Except for the small detail that it isn’t entirely true. Recently, a group called the Advertising Research Foundation reviewed 388 case histories from seven different advertising research firms and concluded that TV is not only as effective as it’s always been, it may even be increasing in effectiveness at sales building.

To many in our business, that news will be as welcome as a floor length mink at a PETA convention, but the ARF people conjecture that in a market cluttered with choice, television ads help simplify the buying decision.  “They want to zone out and watch TV and relax and let the communications wash over them. It’s an extension of the brand experience,” said Joel Rubinson, ARF’s chief research officer.  That’s not exactly web 2.0 behavior…

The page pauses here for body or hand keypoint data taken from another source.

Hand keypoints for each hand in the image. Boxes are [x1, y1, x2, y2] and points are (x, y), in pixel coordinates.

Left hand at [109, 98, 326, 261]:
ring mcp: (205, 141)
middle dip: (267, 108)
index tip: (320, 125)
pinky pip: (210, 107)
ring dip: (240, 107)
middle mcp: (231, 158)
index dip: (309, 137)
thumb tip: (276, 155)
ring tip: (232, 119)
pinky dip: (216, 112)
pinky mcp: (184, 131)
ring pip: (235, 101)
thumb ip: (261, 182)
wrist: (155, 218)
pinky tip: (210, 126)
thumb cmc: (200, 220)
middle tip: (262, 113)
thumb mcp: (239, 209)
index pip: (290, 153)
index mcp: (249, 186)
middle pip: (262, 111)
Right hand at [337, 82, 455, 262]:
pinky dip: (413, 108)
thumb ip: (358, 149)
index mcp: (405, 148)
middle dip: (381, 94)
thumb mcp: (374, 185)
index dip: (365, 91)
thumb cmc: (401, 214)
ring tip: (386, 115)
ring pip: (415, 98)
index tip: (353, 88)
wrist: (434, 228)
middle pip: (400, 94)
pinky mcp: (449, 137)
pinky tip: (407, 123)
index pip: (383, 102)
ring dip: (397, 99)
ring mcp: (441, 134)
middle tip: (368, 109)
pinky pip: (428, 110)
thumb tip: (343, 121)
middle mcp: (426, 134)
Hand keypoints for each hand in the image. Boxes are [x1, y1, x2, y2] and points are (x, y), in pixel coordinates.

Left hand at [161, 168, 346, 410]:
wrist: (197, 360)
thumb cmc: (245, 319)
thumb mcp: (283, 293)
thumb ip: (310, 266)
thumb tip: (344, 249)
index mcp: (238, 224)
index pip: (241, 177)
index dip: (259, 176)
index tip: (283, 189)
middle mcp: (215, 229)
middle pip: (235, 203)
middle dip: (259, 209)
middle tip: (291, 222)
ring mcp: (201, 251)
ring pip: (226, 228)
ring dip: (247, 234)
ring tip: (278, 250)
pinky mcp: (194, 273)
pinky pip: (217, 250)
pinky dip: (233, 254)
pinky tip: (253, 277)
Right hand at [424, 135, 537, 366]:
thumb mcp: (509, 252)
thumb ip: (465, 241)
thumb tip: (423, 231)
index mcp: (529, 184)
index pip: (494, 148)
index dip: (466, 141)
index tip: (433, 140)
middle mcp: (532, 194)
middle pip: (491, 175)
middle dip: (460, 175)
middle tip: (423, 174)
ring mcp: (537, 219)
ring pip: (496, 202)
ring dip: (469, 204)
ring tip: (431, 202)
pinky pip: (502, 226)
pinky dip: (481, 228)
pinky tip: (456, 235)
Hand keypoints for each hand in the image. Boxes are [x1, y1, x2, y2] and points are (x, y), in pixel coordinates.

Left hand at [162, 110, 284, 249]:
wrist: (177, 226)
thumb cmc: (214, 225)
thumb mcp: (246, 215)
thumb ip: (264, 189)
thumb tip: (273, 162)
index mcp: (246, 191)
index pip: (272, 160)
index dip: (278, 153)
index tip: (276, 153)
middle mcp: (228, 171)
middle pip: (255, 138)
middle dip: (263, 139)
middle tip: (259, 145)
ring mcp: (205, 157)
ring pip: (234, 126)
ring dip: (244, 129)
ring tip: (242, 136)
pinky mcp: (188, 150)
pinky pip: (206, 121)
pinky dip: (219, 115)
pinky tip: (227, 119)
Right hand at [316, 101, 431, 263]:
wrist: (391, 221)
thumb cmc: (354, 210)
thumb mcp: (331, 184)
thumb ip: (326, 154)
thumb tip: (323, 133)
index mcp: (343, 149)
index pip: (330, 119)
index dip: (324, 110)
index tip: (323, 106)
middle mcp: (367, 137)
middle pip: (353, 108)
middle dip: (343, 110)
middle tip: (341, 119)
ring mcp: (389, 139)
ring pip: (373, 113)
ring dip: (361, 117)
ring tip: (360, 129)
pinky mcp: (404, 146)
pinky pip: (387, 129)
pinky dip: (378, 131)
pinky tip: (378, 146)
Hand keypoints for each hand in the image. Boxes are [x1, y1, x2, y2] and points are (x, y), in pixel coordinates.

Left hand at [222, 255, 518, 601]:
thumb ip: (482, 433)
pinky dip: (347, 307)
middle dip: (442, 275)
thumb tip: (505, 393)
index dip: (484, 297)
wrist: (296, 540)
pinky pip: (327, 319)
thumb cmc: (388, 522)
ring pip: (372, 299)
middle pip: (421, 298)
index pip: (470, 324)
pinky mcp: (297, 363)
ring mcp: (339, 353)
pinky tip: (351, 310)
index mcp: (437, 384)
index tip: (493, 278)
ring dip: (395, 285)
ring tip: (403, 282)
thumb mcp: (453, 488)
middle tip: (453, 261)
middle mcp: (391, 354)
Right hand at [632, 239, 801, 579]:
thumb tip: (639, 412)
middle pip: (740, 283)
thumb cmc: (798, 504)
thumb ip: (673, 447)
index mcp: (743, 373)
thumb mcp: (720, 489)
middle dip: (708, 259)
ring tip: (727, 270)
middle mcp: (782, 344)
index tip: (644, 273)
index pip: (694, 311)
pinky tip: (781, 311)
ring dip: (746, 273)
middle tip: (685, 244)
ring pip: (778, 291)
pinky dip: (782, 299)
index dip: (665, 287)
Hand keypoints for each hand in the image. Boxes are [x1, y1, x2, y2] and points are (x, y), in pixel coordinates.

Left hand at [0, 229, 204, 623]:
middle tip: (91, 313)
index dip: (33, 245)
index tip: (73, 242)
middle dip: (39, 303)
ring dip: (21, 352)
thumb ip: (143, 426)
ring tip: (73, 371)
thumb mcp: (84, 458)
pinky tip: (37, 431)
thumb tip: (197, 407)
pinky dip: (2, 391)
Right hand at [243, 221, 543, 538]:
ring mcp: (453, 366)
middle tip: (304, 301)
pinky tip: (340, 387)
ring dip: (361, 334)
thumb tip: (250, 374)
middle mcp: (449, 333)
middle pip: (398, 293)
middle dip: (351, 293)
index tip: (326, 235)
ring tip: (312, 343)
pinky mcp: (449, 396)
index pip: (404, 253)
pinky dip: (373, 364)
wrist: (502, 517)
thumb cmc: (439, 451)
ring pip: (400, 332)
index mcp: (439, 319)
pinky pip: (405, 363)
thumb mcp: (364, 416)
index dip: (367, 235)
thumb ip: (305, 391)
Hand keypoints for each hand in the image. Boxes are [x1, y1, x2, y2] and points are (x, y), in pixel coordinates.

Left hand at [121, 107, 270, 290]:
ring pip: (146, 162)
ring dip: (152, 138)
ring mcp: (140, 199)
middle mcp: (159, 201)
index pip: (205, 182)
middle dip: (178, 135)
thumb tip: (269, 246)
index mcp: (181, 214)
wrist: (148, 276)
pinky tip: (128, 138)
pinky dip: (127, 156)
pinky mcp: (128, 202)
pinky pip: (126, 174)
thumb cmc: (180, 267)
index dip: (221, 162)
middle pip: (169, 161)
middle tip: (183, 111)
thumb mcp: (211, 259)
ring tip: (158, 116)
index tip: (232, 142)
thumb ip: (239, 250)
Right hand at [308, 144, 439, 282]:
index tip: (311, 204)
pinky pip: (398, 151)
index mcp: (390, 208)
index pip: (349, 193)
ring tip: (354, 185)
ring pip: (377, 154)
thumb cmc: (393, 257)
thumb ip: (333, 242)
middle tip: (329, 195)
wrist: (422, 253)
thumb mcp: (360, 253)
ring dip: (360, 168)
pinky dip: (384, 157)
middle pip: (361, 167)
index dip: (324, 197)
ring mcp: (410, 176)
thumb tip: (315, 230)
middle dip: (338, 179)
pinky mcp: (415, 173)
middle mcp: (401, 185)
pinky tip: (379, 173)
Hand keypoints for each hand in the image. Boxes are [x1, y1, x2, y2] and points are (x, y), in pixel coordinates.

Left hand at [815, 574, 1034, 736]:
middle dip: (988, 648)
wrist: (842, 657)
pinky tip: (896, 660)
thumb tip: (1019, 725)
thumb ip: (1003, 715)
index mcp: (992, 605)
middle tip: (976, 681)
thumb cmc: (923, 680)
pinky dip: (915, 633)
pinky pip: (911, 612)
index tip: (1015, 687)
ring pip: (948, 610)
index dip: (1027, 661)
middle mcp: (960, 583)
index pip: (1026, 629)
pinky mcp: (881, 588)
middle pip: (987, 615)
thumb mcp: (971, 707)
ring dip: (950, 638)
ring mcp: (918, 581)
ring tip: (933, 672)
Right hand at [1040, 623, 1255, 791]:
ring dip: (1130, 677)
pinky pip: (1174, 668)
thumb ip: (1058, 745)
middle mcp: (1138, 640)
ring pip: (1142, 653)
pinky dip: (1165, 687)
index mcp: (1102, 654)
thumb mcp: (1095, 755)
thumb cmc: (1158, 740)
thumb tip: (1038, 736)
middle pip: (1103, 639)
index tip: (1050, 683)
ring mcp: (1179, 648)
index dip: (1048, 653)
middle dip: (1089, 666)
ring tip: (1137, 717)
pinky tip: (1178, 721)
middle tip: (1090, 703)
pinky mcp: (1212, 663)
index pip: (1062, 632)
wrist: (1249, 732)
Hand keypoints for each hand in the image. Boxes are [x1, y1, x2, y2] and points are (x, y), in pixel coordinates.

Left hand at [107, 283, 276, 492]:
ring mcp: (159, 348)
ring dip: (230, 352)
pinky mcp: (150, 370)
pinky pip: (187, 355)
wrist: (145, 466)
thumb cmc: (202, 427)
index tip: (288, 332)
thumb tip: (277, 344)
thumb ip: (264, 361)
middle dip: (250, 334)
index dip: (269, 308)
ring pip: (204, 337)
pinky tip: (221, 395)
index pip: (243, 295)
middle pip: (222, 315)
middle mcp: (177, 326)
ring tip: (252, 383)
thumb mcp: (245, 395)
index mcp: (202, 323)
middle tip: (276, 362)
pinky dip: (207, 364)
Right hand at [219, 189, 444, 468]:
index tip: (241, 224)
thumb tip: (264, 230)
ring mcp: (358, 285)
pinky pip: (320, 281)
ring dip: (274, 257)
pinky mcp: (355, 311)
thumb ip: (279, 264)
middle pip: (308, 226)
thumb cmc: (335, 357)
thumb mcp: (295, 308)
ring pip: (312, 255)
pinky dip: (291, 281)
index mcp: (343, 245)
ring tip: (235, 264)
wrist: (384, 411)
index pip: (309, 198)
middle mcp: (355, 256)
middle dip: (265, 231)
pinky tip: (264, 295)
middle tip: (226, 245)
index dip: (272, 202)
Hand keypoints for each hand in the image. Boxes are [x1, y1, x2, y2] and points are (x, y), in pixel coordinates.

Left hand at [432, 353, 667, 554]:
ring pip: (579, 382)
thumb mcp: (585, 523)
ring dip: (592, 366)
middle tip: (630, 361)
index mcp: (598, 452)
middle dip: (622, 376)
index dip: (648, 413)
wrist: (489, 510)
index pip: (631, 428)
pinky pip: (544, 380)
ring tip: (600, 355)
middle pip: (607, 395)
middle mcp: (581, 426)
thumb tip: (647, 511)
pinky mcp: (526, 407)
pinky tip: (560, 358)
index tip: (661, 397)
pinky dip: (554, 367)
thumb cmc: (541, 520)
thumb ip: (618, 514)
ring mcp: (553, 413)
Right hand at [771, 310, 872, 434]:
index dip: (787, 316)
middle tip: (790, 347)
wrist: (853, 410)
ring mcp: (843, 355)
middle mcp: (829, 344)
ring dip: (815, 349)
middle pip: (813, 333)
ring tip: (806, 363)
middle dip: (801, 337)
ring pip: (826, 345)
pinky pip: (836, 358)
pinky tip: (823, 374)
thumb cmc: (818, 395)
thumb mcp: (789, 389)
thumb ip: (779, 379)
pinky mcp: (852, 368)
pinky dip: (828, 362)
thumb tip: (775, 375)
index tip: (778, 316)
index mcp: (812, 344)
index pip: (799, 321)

In this case, perception is not reality.  Of course, in an image business, perception often means more than reality, and many clients perceive TV as costly and irrelevant. And there’s the rub…

Clients are entirely correct that digital media provide highly personal, cost-effective opportunities to connect with their consumers.  Savvy marketers should use this intimacy to create deeper levels of brand engagement, particularly with innovative engagements on social networks.  Still, the undeniable fact remains that TV continues to hold serve as the number one way to raise awareness.  Period.

And so, high costs and all, high risks and all, lack of guarantees and all, television should remain part of the marketing mix for many major brands.  The dream of a digital world resplendent with business-driving free media simply does not exist for every brand.  A few, savvy, first-adopters?  Maybe, but the rest of us will need to keep applying inspiring new thinking to both our messages and our marketing mixes.  And we’ll need to keep integrating television into our plans: convergence across mediums remains an inevitability.

Studies like this provide valuable reminders against confusing popular opinion and reality.  And how ‘popular opinion’ often proves synonymous with ‘wishful thinking.’  (see also: California Banking Crisis).

In these expanding times, TV now crosses the three screens of TV’s, PC’s and cell phones.  So the real truth is not that television is dead, but rather that is has really, really diversified.